Report each line of the records where "junction" occurs.

Stored data
----
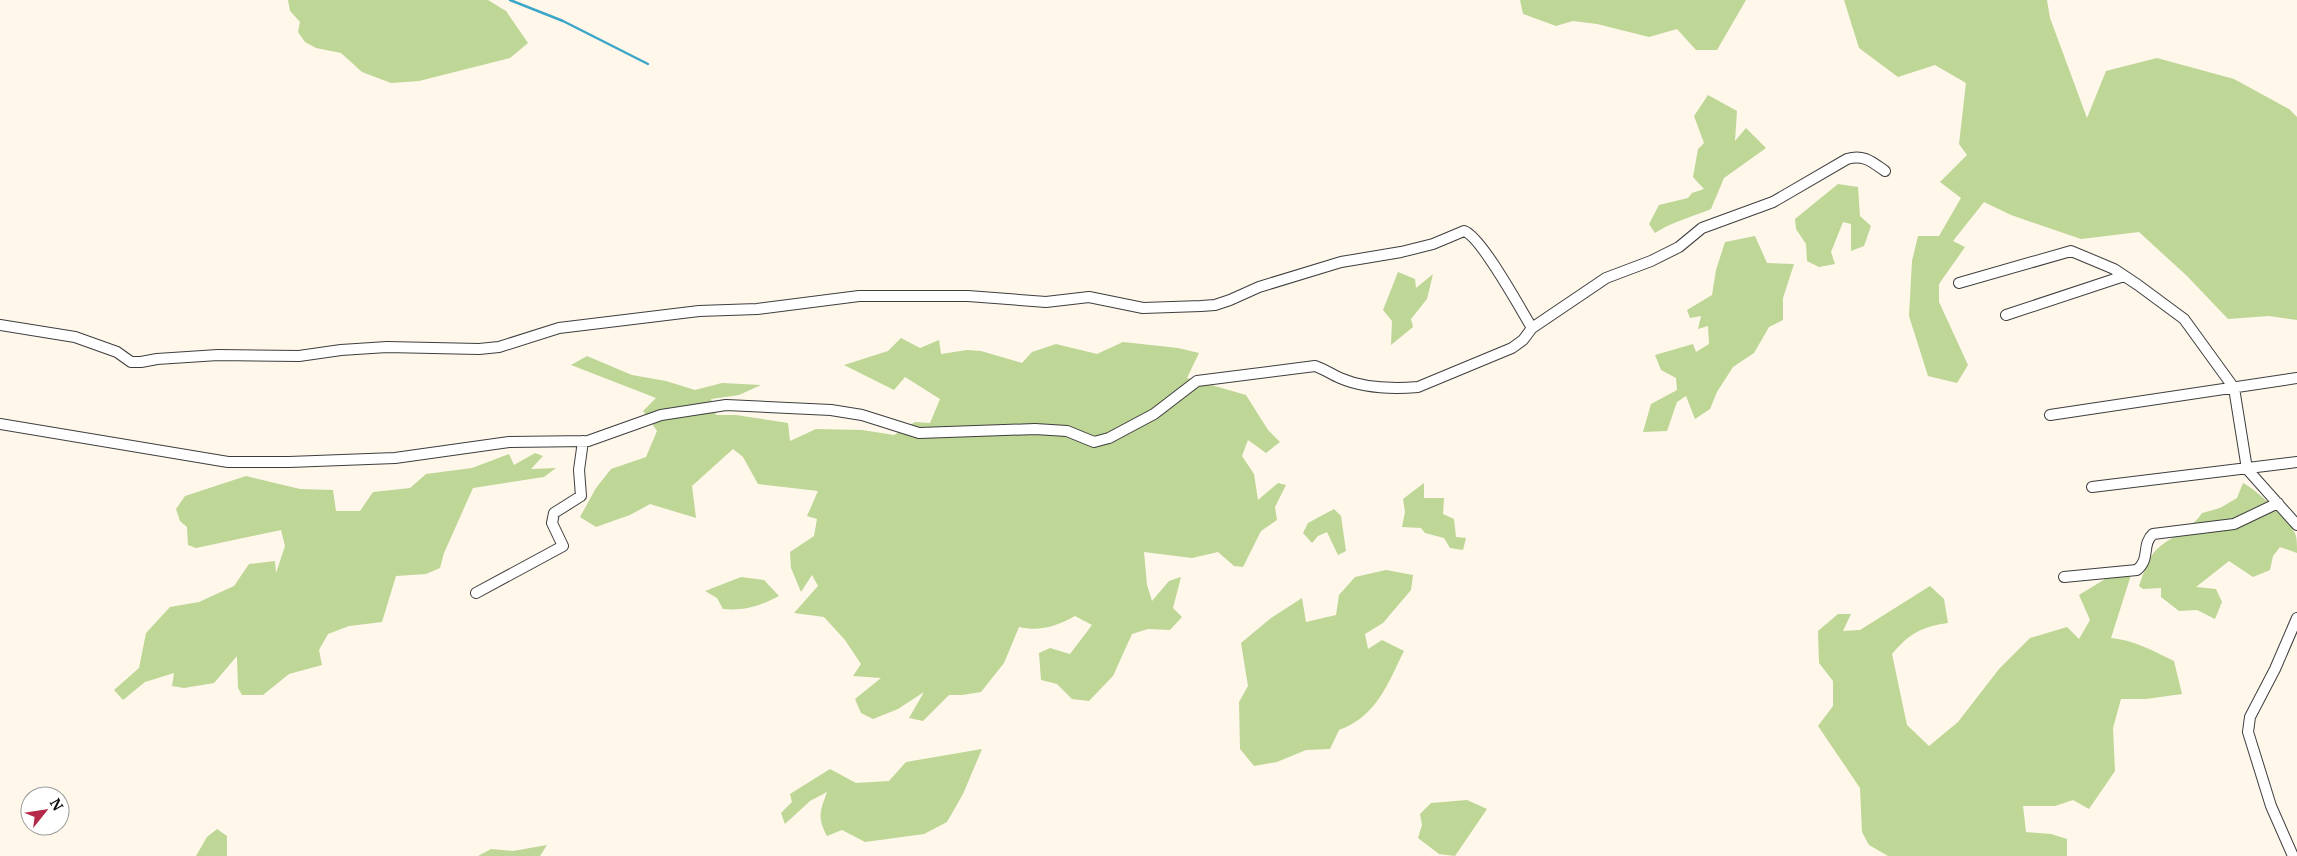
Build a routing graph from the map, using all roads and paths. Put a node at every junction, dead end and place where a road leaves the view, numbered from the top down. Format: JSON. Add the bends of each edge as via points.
{"nodes":[{"id":1,"x":1885,"y":171,"type":"dead end"},
{"id":2,"x":2124,"y":276,"type":"junction"},
{"id":3,"x":1959,"y":283,"type":"dead end"},
{"id":4,"x":2006,"y":315,"type":"dead end"},
{"id":5,"x":0,"y":325,"type":"edge"},
{"id":6,"x":1532,"y":328,"type":"junction"},
{"id":7,"x":2297,"y":378,"type":"edge"},
{"id":8,"x":2234,"y":388,"type":"junction"},
{"id":9,"x":2050,"y":415,"type":"dead end"},
{"id":10,"x":0,"y":424,"type":"edge"},
{"id":11,"x":583,"y":441,"type":"junction"},
{"id":12,"x":2297,"y":462,"type":"edge"},
{"id":13,"x":2247,"y":469,"type":"junction"},
{"id":14,"x":2092,"y":487,"type":"dead end"},
{"id":15,"x":2278,"y":503,"type":"junction"},
{"id":16,"x":2297,"y":525,"type":"edge"},
{"id":17,"x":2064,"y":577,"type":"dead end"},
{"id":18,"x":476,"y":593,"type":"dead end"},
{"id":19,"x":2297,"y":618,"type":"edge"},
{"id":20,"x":2293,"y":856,"type":"edge"}],
"edges":[{"from":1,"to":6,"type":"street","via":[[1866,158],[1847,158],[1773,202],[1702,228],[1679,247],[1606,278]]},
{"from":2,"to":3,"type":"street","via":[[2071,251]]},
{"from":2,"to":4,"type":"street"},
{"from":2,"to":8,"type":"street","via":[[2184,319]]},
{"from":5,"to":6,"type":"street","via":[[75,337],[117,352],[131,362],[142,362],[218,355],[299,356],[387,347],[479,349],[498,347],[559,328],[859,296],[968,296],[1046,302],[1089,296],[1142,308],[1201,306],[1230,300],[1259,287],[1341,262],[1401,252],[1464,231],[1484,251]]},
{"from":6,"to":11,"type":"street","via":[[1512,348],[1418,387],[1360,384],[1315,366],[1197,381],[1154,414],[1109,438],[1094,442],[1067,431],[1035,429],[919,433],[862,415],[831,410],[726,405],[661,415],[608,436]]},
{"from":7,"to":8,"type":"street"},
{"from":8,"to":9,"type":"street"},
{"from":8,"to":13,"type":"street"},
{"from":10,"to":11,"type":"street","via":[[228,462],[395,458],[509,442]]},
{"from":11,"to":18,"type":"street","via":[[579,470],[581,496],[554,513],[552,523],[563,546]]},
{"from":12,"to":13,"type":"street"},
{"from":13,"to":14,"type":"street"},
{"from":13,"to":15,"type":"street"},
{"from":15,"to":16,"type":"street"},
{"from":15,"to":17,"type":"street","via":[[2234,524],[2152,534],[2147,544],[2146,560],[2137,570]]},
{"from":19,"to":20,"type":"street","via":[[2250,716],[2248,732],[2271,806]]}]}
----
▸ **ANSWER TO THE EXERCISE**:
Build a routing graph from the map, using all roads and paths. Put a node at every junction, dead end and place where a road leaves the view, numbered from the top down. Format: JSON. Add the bends of each edge as via points.
{"id":2,"x":2124,"y":276,"type":"junction"},
{"id":6,"x":1532,"y":328,"type":"junction"},
{"id":8,"x":2234,"y":388,"type":"junction"},
{"id":11,"x":583,"y":441,"type":"junction"},
{"id":13,"x":2247,"y":469,"type":"junction"},
{"id":15,"x":2278,"y":503,"type":"junction"},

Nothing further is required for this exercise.